The First $20 Million Is Always the Hardest is a 2002 film based on the novel of the same name by technology-culture writer Po Bronson. The film stars Adam Garcia and Rosario Dawson. The screenplay was written by Jon Favreau and Gary Tieche.

==Plot==
Andy Kasper is a marketer who quits his job for something more fulfilling. He gets hired at LaHonda Research Institute, where Francis Benoit assigns him to design the PC99, a $99 PC. He moves into a run-down boarding house where he meets his neighbor Alisa, an artist. He puts together a team of unassigned LaHonda employees. The team includes: Salman Fard, a short, foreign man with an accent who is hacking into CIA files when Andy meets him; Curtis "Tiny" Russell, a massively obese, anthropophobic man; and Darrell, a tall, blond, pierced, scary, germaphobic, deep-voiced man with personal space issues who regularly refers to himself in the third person.

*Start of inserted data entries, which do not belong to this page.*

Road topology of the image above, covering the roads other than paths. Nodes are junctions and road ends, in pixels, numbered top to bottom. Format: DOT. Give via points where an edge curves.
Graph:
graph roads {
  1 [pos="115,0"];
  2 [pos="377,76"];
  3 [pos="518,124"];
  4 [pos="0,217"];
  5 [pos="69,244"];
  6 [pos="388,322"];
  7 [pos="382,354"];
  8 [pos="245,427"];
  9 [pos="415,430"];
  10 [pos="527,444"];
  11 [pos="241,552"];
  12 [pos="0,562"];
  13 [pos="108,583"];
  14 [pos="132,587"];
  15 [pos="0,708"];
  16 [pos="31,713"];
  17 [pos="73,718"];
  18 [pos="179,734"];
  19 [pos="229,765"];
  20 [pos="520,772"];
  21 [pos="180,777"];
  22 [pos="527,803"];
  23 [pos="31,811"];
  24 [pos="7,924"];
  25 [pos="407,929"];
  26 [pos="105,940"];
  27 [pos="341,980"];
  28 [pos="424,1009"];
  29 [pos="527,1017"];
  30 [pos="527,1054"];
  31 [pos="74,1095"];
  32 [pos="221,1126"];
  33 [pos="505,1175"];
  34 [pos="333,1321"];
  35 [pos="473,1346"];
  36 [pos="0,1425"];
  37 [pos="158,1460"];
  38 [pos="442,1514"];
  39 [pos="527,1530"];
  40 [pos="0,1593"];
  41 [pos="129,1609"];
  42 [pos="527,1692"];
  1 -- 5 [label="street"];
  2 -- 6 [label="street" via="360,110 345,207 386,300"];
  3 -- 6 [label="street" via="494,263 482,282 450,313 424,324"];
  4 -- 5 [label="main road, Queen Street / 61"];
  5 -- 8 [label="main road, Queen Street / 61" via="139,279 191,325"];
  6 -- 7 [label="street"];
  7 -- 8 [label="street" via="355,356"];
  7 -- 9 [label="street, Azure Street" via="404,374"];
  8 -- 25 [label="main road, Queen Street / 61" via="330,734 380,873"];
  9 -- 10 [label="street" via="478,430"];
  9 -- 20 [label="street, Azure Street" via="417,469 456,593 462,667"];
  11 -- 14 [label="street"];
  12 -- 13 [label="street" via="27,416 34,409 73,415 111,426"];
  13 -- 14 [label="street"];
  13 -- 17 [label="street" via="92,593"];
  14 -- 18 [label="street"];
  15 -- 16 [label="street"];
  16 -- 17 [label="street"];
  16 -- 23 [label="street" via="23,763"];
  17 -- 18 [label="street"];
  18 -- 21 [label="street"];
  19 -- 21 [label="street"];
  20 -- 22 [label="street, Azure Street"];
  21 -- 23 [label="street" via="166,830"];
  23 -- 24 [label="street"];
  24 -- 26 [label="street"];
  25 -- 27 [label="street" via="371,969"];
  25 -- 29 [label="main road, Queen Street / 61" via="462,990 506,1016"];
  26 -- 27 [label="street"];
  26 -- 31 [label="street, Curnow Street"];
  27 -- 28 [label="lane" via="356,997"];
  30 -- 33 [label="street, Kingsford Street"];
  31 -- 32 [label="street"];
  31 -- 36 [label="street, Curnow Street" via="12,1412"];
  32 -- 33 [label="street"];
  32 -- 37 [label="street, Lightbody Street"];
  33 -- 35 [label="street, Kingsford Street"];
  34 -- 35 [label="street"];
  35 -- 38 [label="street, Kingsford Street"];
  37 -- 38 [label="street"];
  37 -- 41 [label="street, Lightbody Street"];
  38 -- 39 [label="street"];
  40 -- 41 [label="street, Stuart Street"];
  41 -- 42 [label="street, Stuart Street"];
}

The team finds many non-essential parts, but cannot reach the $99 mark. It is Salman's idea to put all the software on the internet, eliminating the need for a hard drive, RAM, a CD-ROM drive, a floppy drive, and anything that holds information. The computer has been reduced to a microprocessor, a monitor, a mouse, a keyboard, and the internet, but it is still too expensive. Having seen the rest of his team watching a hologram of an attractive lady the day before, in a dream Andy is inspired to eliminate the monitor in favor of the cheaper holographic projector. The last few hundred dollars come off when Darrell suggests using virtual reality gloves instead of a mouse and keyboard. Tiny then writes a "hypnotizer" code to link the gloves, the projector, and the internet, and they're done.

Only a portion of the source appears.